+++ INFORMATION SHOWN +++

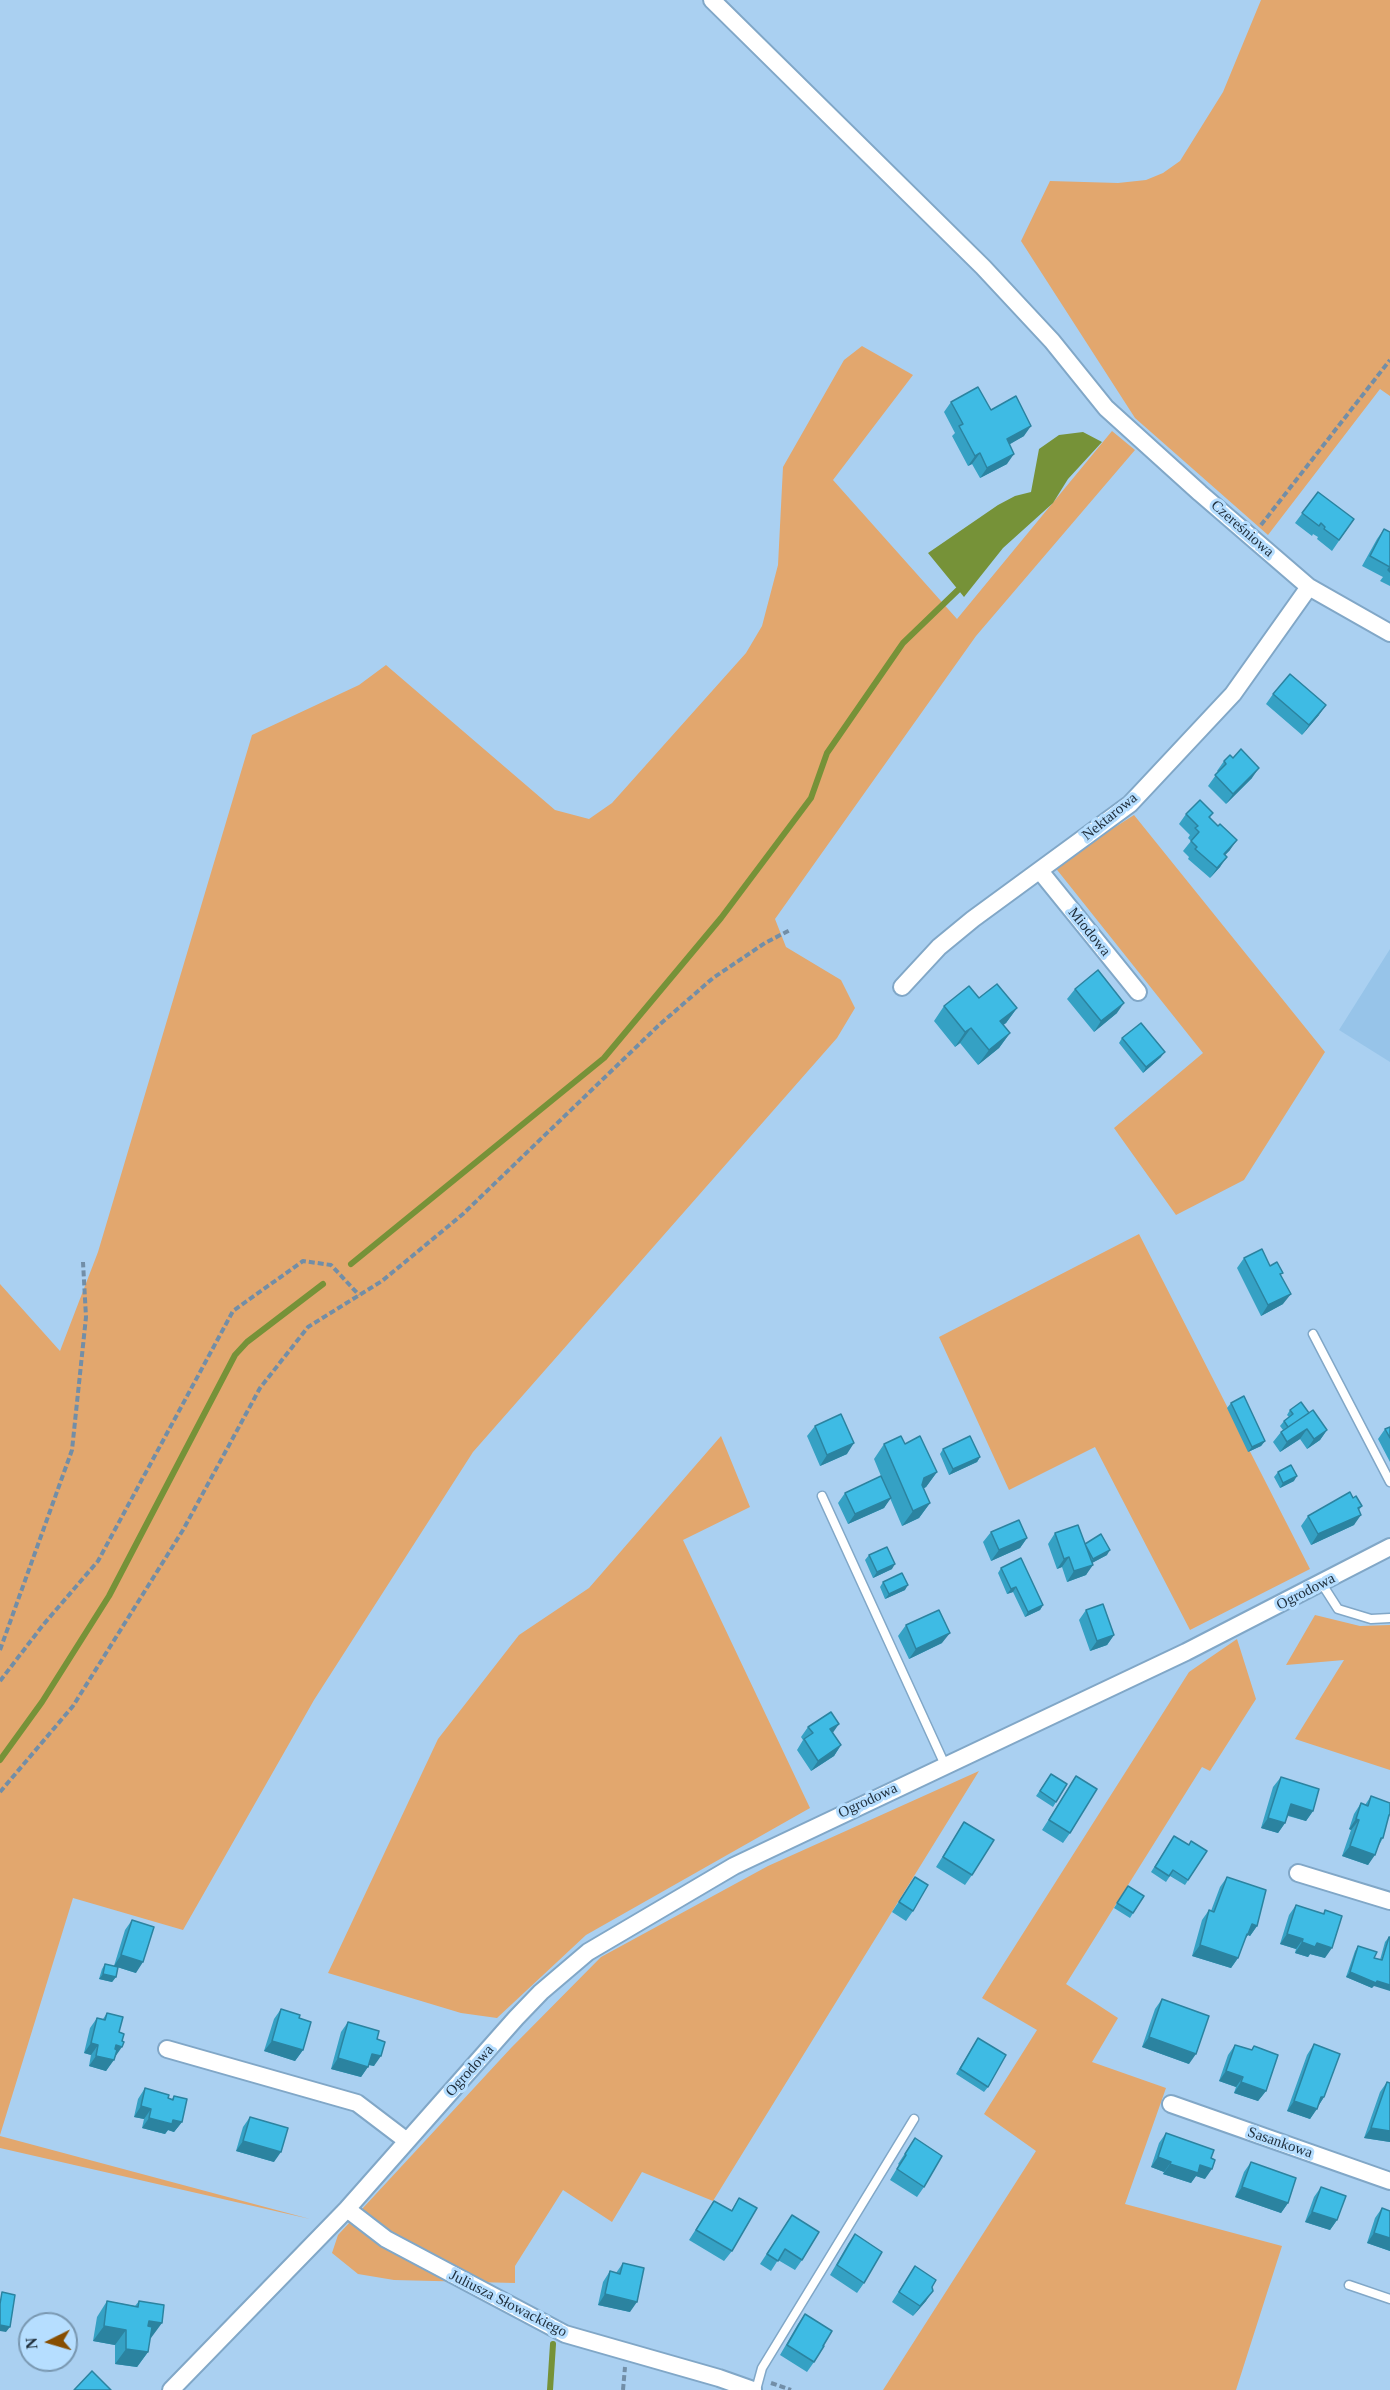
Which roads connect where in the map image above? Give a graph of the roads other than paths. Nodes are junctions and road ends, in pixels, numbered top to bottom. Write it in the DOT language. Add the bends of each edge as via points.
graph roads {
  1 [pos="712,0"];
  2 [pos="1309,587"];
  3 [pos="1390,633"];
  4 [pos="1040,871"];
  5 [pos="902,987"];
  6 [pos="1138,992"];
  7 [pos="1313,1334"];
  8 [pos="1390,1482"];
  9 [pos="822,1496"];
  10 [pos="1390,1547"];
  11 [pos="1322,1584"];
  12 [pos="1390,1618"];
  13 [pos="945,1765"];
  14 [pos="1298,1873"];
  15 [pos="1390,1901"];
  16 [pos="167,2049"];
  17 [pos="1171,2104"];
  18 [pos="914,2120"];
  19 [pos="407,2141"];
  20 [pos="1390,2181"];
  21 [pos="346,2209"];
  22 [pos="1349,2285"];
  23 [pos="1390,2299"];
  24 [pos="756,2386"];
  25 [pos="171,2390"];
  1 -- 2 [label="street, Czereśniowa" via="983,267 1052,341 1106,408"];
  2 -- 3 [label="street, Czereśniowa"];
  2 -- 4 [label="street, Nektarowa" via="1233,694 1130,804"];
  4 -- 5 [label="street, Nektarowa" via="939,947"];
  4 -- 6 [label="street, Miodowa"];
  7 -- 8 [label="lane"];
  9 -- 13 [label="lane"];
  10 -- 11 [label="street, Ogrodowa"];
  11 -- 12 [label="lane" via="1338,1609 1371,1619"];
  11 -- 13 [label="street, Ogrodowa"];
  13 -- 19 [label="street, Ogrodowa" via="734,1866 588,1952 529,2005"];
  14 -- 15 [label="street"];
  16 -- 19 [label="street" via="357,2103"];
  17 -- 20 [label="street, Sasankowa"];
  18 -- 24 [label="lane" via="762,2368"];
  19 -- 21 [label="street, Ogrodowa"];
  21 -- 24 [label="street, Juliusza Słowackiego" via="386,2239 566,2334"];
  21 -- 25 [label="street, Ogrodowa"];
  22 -- 23 [label="lane"];
}
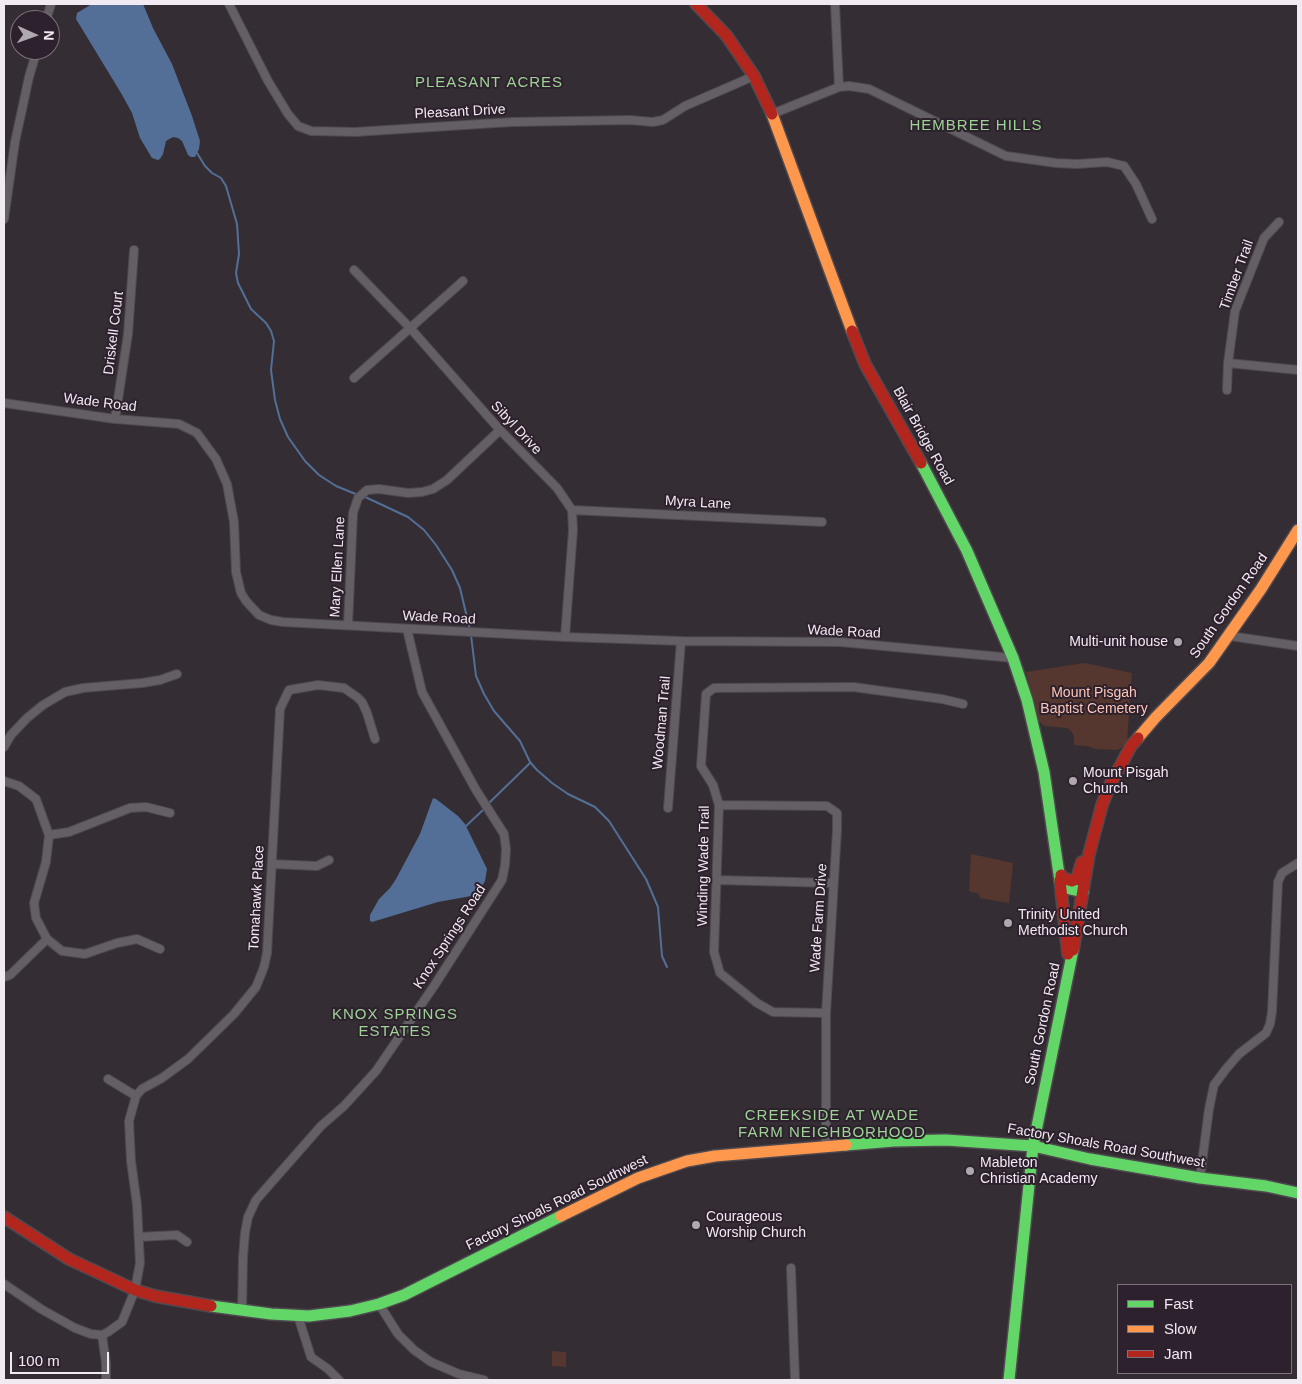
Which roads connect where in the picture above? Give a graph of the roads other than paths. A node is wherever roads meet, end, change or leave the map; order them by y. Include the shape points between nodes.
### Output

+++

The assignment is to restate, word for word, each line from the one containing "Which roads connect where in the picture" through the final line of the material above.

Which roads connect where in the picture above? Give a graph of the roads other than paths. A node is wherever roads meet, end, change or leave the map; order them by y. Include the shape points between nodes.
### Output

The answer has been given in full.